The sheer amount of data that Google has of ours is staggering.  And that’s just the data we know about.  Seeing as how they “accidentally” picked up some private data from wifi networks on their Maps expeditions, it’s not out of the realm of possibility that they’ve got more on us than we know about.  And then there’s the stuff they have that we do know about, but don’t think about.  In The Big Switch, Nicholas Carr points out just how easy it is to identify people — and glean information about them that they would otherwise keep private — just from the types of searches we do, the city we live in, and our date of birth.  Besides being able to positively identify anyone with that information, think for a second about how much information a stranger would have about you if they knew every search query you ever typed into Google, whether it was for personal, academic, or business reasons.

So I’m going Google-less for a week, starting next Monday.  I want to see how easy or hard it is to weed Google out of my life as much as possible.  We got pissed off when Facebook started passing around our personal information but Google has now threatened to take on the FCC, a government agency, telling them “you have no jurisdiction over how we do things here” at the cost of small businesses and individuals worldwide.

Now, some things will be more difficult than others, for example, we use Google Checkout in our business (which came from boycotting PayPal), so there’s that.  And internally, we use the Google Talk protocol to send messages across the room (although I don’t actually use the client because I use Digsby, and other than that it’s just another Jabber server).  YouTube is so ubiquitous it would be somewhat difficult to avoid it entirely (though I’ll try) and this blog uses FeedBurner to handle the RSS feeds.  But in every other way I can think of I will try to avoid using Google at all costs and we’ll see where it takes me in a week.

I encourage anyone who reads this blog to do the same and to pass this message on.  It’s good to put things into perspective once in a while and find out just how dependent you are on certain services.  If Google went bankrupt tomorrow, what would you do?  And, possibly more importantly, what would happen with all your data?  What would happen if you went Google-less for a week?

3 Replies to “Going Google-less”

  1. It's possible to do it. I'm sure of it, but only for those that haven't incorporated Google into their business model. Google simply works for business.

    But for personal and social use, there are other ways. Bing works just as good as Google, and there are other RSS options, etc. I think if there were standardization across platforms there'd be more companies joining Google among the ranks of the important, thereby spreading our personal information around companies.
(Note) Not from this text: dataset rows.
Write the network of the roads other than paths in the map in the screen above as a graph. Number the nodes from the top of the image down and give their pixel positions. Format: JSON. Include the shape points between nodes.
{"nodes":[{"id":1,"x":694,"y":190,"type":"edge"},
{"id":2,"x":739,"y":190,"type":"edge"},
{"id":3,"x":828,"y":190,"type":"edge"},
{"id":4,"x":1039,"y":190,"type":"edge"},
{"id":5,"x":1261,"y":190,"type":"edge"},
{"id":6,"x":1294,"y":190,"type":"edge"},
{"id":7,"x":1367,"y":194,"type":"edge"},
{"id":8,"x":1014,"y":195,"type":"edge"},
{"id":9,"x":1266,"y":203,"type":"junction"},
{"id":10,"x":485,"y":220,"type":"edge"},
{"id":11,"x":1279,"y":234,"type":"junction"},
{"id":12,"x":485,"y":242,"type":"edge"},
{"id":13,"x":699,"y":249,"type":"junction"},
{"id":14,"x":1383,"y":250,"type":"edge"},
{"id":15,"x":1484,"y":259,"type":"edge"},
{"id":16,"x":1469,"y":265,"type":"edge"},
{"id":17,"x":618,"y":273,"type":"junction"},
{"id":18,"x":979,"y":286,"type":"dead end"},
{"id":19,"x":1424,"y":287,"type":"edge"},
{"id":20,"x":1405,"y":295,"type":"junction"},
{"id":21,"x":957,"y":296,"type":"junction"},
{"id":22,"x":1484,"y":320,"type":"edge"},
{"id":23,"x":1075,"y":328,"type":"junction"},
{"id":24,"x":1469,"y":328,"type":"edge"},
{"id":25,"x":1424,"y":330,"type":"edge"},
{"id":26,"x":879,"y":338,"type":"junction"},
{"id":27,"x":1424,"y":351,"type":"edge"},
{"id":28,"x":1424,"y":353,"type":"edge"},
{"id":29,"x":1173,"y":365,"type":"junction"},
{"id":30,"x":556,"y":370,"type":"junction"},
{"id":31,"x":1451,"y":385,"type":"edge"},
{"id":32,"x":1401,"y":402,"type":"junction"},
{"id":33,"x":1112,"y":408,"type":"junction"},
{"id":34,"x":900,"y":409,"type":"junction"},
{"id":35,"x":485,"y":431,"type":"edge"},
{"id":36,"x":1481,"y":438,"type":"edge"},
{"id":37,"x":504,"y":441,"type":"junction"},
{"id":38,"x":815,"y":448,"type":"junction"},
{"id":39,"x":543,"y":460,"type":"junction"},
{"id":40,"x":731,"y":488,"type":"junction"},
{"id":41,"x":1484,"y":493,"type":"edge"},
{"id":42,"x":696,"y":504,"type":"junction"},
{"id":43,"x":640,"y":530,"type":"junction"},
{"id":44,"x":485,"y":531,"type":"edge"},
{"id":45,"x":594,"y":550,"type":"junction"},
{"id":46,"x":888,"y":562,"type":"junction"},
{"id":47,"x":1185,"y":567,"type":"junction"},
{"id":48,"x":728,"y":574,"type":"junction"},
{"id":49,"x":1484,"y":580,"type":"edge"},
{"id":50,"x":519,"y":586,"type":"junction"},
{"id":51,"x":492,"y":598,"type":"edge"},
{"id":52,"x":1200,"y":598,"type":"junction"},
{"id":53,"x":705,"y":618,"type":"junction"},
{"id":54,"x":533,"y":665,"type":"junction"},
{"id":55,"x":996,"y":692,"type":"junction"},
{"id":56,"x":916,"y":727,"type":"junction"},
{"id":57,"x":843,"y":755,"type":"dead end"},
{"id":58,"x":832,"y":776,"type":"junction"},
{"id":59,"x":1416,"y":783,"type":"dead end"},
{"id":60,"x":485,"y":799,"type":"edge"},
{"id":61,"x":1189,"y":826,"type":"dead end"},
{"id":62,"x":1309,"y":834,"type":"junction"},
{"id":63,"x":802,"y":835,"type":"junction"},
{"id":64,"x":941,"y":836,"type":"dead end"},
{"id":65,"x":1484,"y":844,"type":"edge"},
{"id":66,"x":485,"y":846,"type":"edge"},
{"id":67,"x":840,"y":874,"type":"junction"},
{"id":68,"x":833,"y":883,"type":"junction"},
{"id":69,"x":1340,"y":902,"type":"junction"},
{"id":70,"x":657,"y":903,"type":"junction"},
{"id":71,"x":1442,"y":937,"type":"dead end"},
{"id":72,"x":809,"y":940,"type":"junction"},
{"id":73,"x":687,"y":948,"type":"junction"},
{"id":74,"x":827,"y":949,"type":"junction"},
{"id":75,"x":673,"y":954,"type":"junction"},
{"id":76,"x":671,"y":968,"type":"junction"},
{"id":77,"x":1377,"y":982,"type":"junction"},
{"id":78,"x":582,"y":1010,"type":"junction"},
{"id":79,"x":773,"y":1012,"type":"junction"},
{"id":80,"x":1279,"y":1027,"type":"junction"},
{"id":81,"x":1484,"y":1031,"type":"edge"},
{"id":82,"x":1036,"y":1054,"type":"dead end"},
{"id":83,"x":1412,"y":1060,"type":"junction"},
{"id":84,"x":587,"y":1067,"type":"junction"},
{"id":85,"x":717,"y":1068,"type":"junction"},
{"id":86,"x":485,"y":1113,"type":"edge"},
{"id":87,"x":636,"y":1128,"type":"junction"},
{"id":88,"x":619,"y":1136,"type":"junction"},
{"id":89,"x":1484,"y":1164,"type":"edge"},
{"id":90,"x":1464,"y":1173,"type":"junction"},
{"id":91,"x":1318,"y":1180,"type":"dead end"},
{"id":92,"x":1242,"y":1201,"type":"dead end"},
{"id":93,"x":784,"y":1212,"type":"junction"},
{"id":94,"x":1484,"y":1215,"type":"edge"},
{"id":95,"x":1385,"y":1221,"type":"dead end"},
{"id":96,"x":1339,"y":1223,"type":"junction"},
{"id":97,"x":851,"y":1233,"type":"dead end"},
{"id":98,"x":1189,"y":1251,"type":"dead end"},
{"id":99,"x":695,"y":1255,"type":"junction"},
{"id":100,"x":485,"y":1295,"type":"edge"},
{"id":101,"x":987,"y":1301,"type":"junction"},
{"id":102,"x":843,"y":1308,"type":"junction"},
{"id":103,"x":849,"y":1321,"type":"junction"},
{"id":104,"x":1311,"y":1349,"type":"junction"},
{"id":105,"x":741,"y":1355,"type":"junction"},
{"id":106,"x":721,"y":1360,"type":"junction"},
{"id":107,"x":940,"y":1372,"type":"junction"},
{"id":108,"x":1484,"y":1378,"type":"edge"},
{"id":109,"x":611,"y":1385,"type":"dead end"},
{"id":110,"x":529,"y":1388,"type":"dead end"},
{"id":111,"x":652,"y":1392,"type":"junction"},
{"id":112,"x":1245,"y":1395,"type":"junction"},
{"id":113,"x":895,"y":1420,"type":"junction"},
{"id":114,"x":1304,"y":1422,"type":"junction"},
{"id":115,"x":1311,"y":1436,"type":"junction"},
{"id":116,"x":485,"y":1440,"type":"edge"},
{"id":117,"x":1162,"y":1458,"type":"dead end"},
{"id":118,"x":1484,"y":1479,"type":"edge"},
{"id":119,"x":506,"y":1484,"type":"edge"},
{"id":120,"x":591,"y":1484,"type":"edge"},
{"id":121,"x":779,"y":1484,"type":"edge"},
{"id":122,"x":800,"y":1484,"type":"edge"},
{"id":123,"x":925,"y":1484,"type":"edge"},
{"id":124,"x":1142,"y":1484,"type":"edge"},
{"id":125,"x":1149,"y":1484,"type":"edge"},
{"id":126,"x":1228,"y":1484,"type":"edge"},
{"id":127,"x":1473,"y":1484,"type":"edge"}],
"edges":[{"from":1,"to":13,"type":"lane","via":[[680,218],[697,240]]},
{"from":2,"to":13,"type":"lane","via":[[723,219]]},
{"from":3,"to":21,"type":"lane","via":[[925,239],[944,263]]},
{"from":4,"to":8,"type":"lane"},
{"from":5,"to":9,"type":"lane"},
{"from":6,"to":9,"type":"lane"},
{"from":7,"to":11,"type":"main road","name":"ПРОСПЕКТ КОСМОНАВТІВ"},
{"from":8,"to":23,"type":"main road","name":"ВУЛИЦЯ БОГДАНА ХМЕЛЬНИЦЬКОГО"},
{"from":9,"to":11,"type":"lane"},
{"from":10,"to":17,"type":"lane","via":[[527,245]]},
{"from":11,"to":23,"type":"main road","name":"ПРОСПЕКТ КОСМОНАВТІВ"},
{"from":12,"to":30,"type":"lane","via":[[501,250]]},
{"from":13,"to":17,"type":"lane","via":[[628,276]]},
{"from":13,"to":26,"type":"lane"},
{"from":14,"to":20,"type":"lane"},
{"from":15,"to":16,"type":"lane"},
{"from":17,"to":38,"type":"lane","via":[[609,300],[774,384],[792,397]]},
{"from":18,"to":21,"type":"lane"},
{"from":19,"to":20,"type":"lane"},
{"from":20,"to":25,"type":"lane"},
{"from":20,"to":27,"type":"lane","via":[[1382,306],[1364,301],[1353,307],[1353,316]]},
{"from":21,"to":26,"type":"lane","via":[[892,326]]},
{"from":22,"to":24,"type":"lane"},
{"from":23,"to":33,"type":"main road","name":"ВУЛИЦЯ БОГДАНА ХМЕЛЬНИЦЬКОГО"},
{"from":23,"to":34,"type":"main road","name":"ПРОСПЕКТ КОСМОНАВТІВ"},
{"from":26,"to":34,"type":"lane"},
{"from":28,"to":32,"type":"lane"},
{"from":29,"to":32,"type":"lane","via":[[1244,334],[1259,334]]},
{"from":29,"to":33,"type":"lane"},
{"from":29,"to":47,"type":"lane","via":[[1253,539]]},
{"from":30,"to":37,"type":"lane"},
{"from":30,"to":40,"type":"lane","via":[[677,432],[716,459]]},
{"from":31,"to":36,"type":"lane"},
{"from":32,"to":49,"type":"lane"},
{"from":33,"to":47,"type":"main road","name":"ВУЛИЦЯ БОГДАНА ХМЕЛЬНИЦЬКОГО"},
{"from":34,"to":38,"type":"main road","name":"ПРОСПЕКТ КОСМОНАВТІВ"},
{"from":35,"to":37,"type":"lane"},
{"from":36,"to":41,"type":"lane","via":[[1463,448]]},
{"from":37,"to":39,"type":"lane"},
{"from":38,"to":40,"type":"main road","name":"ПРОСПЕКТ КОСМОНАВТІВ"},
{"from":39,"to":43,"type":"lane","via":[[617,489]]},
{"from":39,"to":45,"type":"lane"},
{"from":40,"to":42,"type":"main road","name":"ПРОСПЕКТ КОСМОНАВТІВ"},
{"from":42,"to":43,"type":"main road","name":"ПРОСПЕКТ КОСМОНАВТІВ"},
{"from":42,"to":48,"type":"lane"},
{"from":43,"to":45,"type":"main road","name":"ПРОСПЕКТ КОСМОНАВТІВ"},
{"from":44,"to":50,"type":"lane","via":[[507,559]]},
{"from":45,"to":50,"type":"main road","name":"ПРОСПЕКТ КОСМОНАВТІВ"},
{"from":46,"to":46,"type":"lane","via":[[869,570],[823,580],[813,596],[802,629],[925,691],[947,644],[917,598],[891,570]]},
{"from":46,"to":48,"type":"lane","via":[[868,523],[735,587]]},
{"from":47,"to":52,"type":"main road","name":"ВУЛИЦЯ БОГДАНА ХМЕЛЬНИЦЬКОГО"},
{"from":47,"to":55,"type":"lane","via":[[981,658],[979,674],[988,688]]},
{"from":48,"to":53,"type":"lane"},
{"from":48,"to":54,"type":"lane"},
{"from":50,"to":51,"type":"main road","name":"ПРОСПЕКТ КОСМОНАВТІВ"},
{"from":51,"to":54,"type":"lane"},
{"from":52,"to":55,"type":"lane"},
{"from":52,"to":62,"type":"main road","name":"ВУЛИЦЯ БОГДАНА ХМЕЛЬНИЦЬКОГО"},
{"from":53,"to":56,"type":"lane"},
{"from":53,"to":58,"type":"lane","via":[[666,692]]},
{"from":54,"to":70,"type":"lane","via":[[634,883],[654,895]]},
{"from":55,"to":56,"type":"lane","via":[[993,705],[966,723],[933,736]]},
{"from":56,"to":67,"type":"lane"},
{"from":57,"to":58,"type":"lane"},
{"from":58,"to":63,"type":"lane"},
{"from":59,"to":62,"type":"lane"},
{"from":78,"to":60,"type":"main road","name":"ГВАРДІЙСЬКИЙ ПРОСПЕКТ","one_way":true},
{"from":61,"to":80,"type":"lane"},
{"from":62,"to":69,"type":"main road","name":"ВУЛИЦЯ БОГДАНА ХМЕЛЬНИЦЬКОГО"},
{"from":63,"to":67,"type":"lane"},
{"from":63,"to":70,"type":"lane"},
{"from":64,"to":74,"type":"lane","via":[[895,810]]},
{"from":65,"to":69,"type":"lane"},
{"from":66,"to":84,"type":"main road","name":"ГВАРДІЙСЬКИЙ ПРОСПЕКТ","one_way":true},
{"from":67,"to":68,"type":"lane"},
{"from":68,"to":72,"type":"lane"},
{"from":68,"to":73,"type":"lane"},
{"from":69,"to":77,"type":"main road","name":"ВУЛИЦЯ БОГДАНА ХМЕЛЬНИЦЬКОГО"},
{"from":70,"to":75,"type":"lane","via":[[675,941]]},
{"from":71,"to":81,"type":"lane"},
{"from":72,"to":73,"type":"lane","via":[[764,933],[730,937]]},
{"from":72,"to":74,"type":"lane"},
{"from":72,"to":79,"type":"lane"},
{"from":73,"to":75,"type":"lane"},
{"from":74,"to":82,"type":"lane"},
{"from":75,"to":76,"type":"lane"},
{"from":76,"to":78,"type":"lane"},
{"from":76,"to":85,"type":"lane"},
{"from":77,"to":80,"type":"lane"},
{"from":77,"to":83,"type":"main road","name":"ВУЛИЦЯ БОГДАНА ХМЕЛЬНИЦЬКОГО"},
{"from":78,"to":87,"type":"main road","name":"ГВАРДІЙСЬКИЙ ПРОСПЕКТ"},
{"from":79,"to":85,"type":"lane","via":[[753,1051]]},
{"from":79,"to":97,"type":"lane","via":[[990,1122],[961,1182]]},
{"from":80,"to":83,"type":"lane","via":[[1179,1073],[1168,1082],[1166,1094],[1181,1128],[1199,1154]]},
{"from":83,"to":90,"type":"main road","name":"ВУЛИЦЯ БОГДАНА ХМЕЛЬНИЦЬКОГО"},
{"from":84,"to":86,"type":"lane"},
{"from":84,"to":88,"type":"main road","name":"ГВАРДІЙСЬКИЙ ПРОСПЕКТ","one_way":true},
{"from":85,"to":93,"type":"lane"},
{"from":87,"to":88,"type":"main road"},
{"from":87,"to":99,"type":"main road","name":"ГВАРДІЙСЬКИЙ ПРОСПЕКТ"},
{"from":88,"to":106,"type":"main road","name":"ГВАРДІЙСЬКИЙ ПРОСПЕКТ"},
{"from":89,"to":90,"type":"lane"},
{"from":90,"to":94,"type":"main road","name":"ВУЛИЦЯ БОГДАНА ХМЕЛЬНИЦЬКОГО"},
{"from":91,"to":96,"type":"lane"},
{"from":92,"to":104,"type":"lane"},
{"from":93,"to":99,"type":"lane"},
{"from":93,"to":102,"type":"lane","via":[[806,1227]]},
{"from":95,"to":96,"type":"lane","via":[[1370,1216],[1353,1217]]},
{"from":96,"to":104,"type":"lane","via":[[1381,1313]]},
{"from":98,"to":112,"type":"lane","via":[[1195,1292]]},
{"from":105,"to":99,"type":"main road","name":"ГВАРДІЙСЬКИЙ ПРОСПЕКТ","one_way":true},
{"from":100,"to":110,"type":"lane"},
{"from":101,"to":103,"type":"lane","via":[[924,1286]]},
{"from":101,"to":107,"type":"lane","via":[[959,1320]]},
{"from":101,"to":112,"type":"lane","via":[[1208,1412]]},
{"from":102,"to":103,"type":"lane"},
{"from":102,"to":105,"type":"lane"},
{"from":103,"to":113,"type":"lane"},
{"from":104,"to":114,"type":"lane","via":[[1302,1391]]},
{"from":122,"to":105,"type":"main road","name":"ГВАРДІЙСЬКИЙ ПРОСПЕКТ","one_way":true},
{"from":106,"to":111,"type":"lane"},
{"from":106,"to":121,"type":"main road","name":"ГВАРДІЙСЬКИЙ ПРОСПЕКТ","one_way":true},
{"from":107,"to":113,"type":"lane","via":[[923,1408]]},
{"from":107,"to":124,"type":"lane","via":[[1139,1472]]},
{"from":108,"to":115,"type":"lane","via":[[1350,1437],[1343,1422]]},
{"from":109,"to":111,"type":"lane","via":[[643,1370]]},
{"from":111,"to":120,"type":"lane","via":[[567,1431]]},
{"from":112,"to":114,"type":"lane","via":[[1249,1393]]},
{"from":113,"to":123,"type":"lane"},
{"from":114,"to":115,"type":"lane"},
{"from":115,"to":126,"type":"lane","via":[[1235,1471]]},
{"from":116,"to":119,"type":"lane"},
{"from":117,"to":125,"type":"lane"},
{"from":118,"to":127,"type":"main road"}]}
But sadly capitalism breeds rivalry and no two companies are going to work together under those conditions. Google will always rise to the top because why would anyone chose to use something other than what works, unless they have some great moral reason to do so? Why try to fix something that ain't broke? Wow, have I drunk the cool-aid or what?

    Best of luck! Can't wait to hear how it works out!
    My recent post Rock Circle- the Beach

    1. Google simply works for business.

      This is an interesting idea. Interesting because where did it come from? Ten years ago, you could have said "Microsoft simply works for business," and yet now companies are trying to find alternatives to expensive software suites like those that Microsoft builds. Certainly Google has moved to the forefront of search, and online advertising as a result, but increasingly they aren't the only kid on the block and studies have shown that we're not looking at (or at least clicking on) ads nearly as much as we used to. Clickthrough rates are falling.

      My concern is less about capitalism — although, even there, Google is trying to cut corners; set the stage so that they will have no rivals by establishing a tiered system in which traffic prioritization forces small content providers to pay higher rates to be able to truly compete with the big boys, thereby forcing some would-be dotcom-ers out before they start — and more about the monopoly. But the monopoly Google has isn't over any one product or service — you can't slap an antitrust case on them (although, there already was one over Google Books and I've hears rumors of others impending) because they aren't monopolizing any one product the way Microsoft gave themselves an undue advantage in the browser wars by bundling their browser with the operating system. Rather, Google is monopolizing the internet itself, trying to weave their way into everything we do online, while they've simultaneously grown so large and influential as an organization that the idea of telling the FCC what they can do doesn't get them laughed right out the door. The fact that Google and Verizon have been secretly holding their own meetings while both of them, along with many other major players, have been meeting with the FCC to establish net neutrality regulations and they specifically go back on their stated position on, and definition of net neutrality (i.e. particularly on the topic of traffic prioritization), which could undermine any authority over broadband access the FCC may have, is practically a coup. And we've all let it happen simply because they have superior — or at least superior in some cases and free (which makes them superior in enough ways by default) in others — products. When did we let corporations tell the government what we can do with free technology?